Key feature: variance of \(\epsilon_t\) is time varying and depends on past \(p\) shocks through their squares.
Note: \(\sigma_t\) is known at time \(t-1\)!

ARCH

This means that \[ y_{t|t-1} \sim N(\mu, \sigma_t^2) \] Since \(E_{t-1}[\epsilon_t^2] = E_{t-1}[e^2_t \sigma_t^2] = \sigma_t^2 E_{t-1}[e_t^2] = \sigma_t^2\).
What about the unconditional expectation: \(E[\sigma^2_t]\)

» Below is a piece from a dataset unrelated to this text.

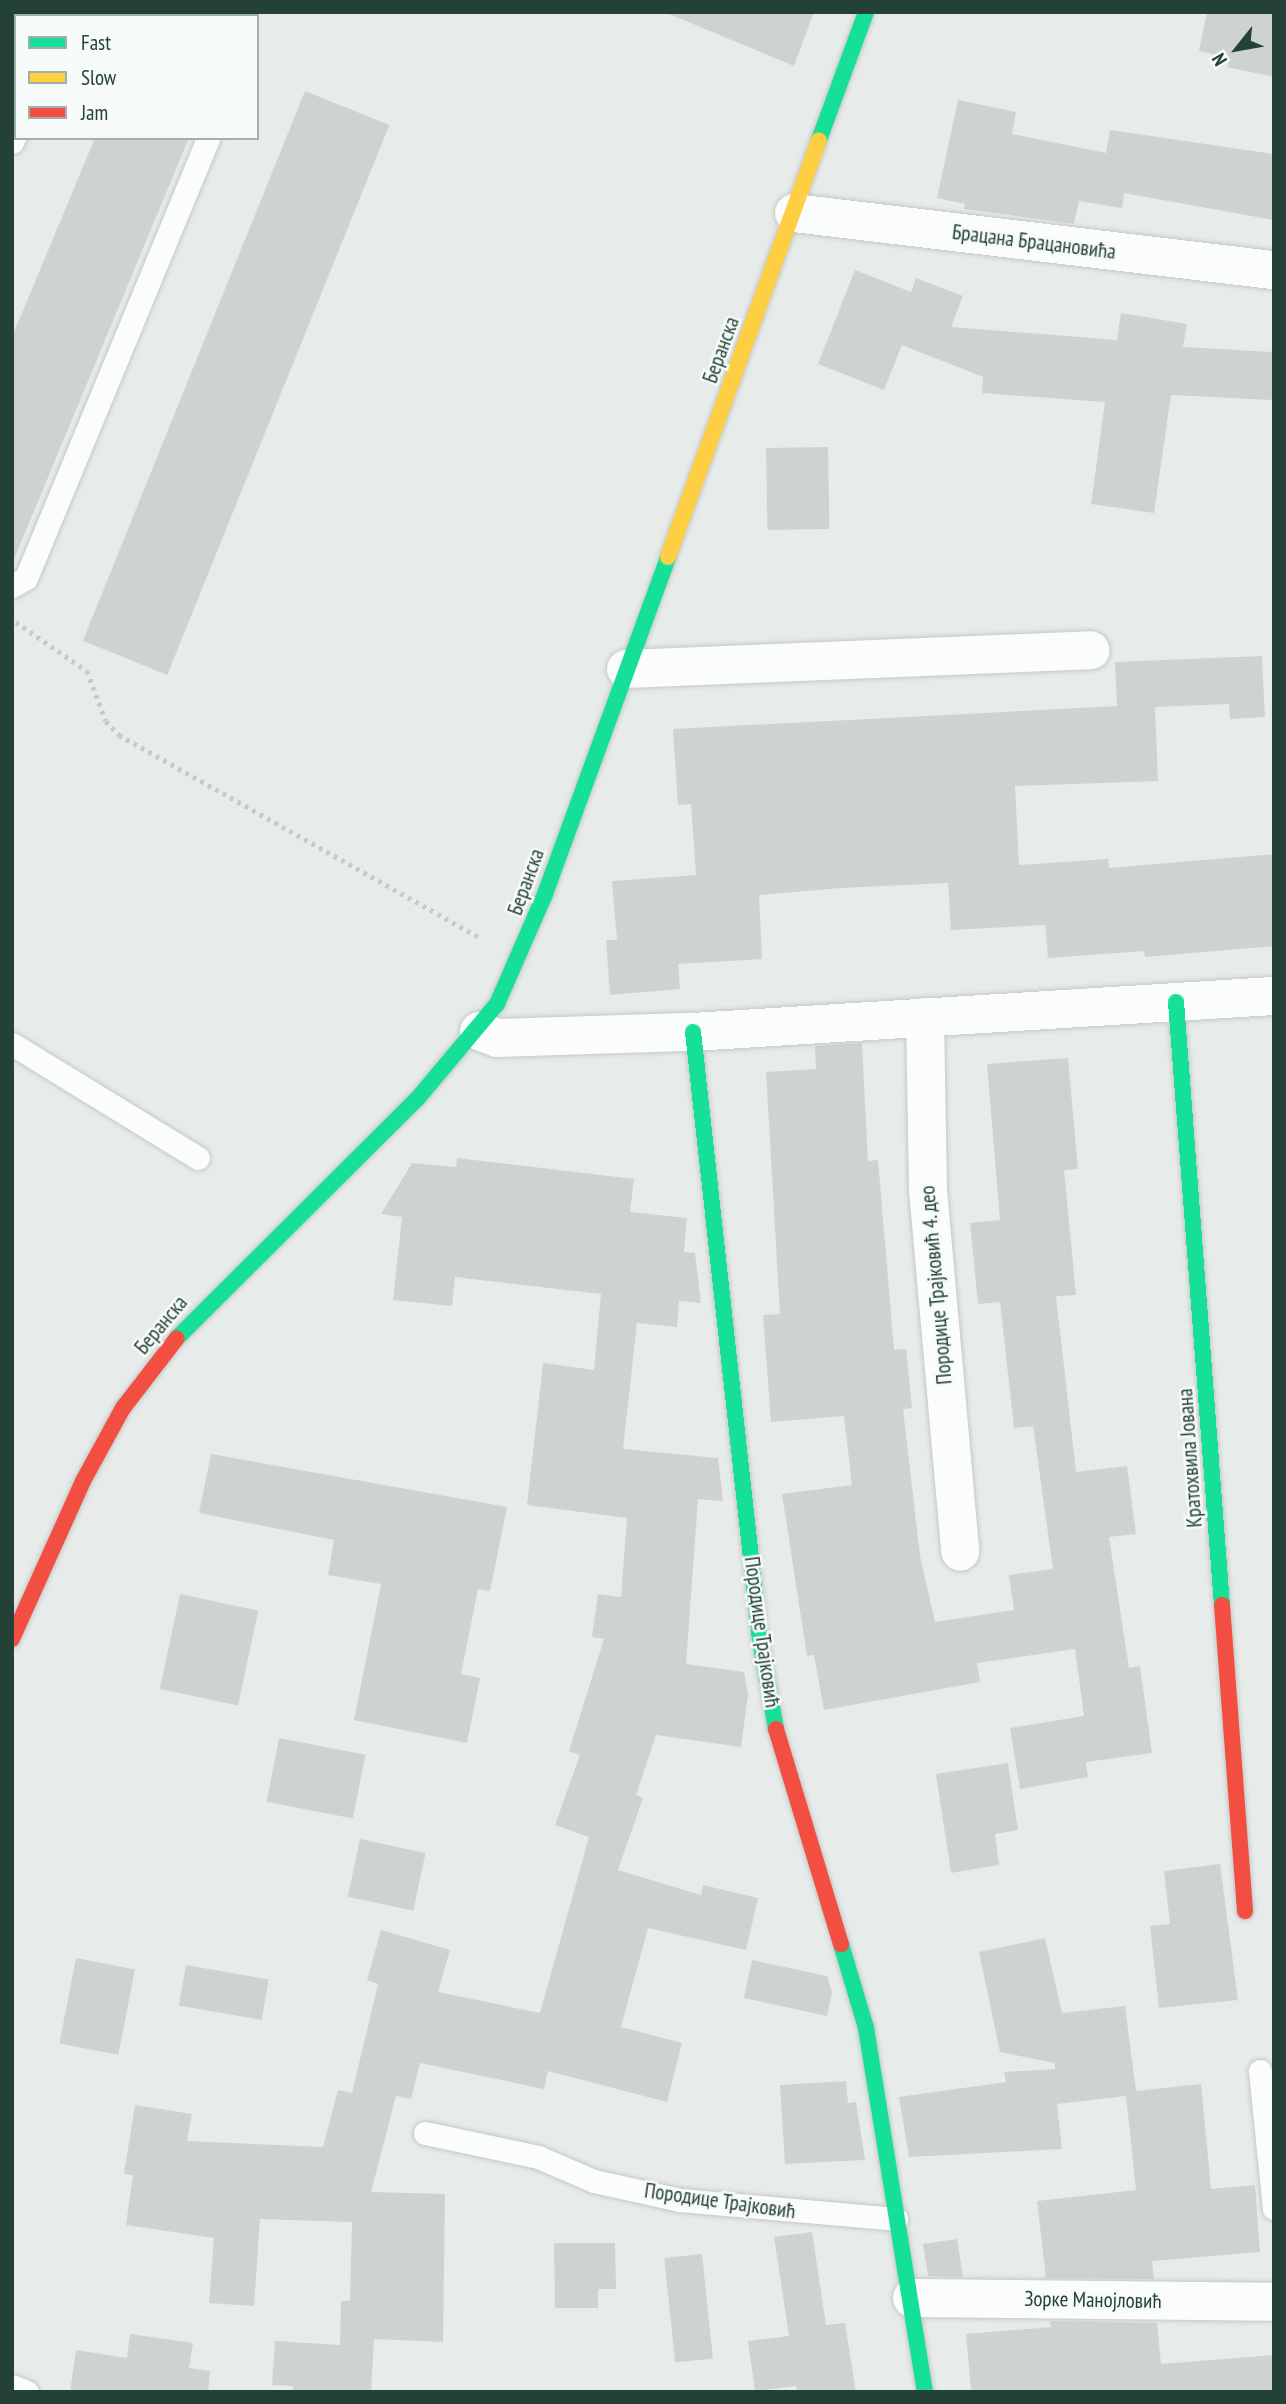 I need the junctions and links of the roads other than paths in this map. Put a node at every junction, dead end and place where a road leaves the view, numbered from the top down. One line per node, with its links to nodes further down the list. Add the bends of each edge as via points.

\begin{eqnarray*} \label{eq:uncond} E[\sigma^2_t] &=& E[\omega + \alpha_1 \epsilon_{t-1}^2 + \ldots + \alpha_p\epsilon_{t-p}^2] \\ &=& \omega + \alpha_1 E[\epsilon_{t-1}^2] + \ldots + \alpha_pE[\epsilon_{t-p}^2] \\ &=& \omega + \alpha_1 E[\sigma_{t-1}^2]E[e_{t-1}^2]+ \ldots + \alpha_pE[\sigma_{t-p}^2]E[e_{t-p}^2] \\ &=& \omega + \alpha_1 E[\sigma_{t-1}^2]+ \ldots + \alpha_pE[\sigma_{t-p}^2] \\ \end{eqnarray*}

If the unconditonal variance exists, \(\bar \sigma^2 = E[\sigma_{t-j}^2]\) for all \(j\), so \[ \bar \sigma^2 = \frac{\omega}{1 - \alpha_1 - \ldots - \alpha_p} \]

Stationarity

An ARCH(p) proces is stationary if \[ 1 - \alpha_1 - \ldots - \alpha_p > 0 \] We also require \(\alpha_j > 0\) for all \(j\). Why?
Some more analytics: Consider an ARCH(1)

\begin{eqnarray*} \label{eq:arch} y_t &=& \epsilon_t \\ \sigma_{\textcolor{red}{t}}^2 &=& \omega + \alpha_1 \epsilon_{t-1}^2 \\ \epsilon_t &=& \sigma_t e_t \quad e_t \sim N(0,1). \end{eqnarray*}

Then

\begin{eqnarray*} \sigma_{t}^2 &=& \omega + \alpha_1 \epsilon_{t-1}^2 \\ \sigma_{t}^2+\epsilon_t^2 -\sigma_t^2 &=& \omega + \alpha_1 \epsilon_{t-1}^2 +\epsilon_t^2 -\sigma_t^2 \\ \epsilon_t^2 &=& \omega + \alpha_1 \epsilon_{t-1}^2 +\epsilon_t^2 -\sigma_t^2 \\ \epsilon_t^2 &=& \omega + \alpha_1 \epsilon_{t-1}^2 +\sigma_t^2(e^2_t - 1) \\ \epsilon_t^2 &=& \omega + \alpha_1 \epsilon_{t-1}^2 +\nu_t \\ \end{eqnarray*}

ARCH(1)

\(\nu_t = \sigma_t^2(e_t^2-1)\) is the volatility surprise:

  1. \(E[\nu_t] = 0\)
  2. \(E[\nu_t\nu_{t-j}] = 0\)

it’s white noise!
This means that \(\epsilon_t\) follows an AR(1) like process \[ \epsilon_t^2 - \bar \sigma^2 = \sum_{j=0}^\infty \alpha_1^j \nu_{t-j} \] What does the autocorrelation function look like?

Kurtosis

Another property of ARCH models is that the kurtosis of shocks \(\epsilon_t\) is strictly greater than the kurtosis of a normal.
This might seem strange because \(\epsilon_t = \sigma_te_t\) is normal by assumption.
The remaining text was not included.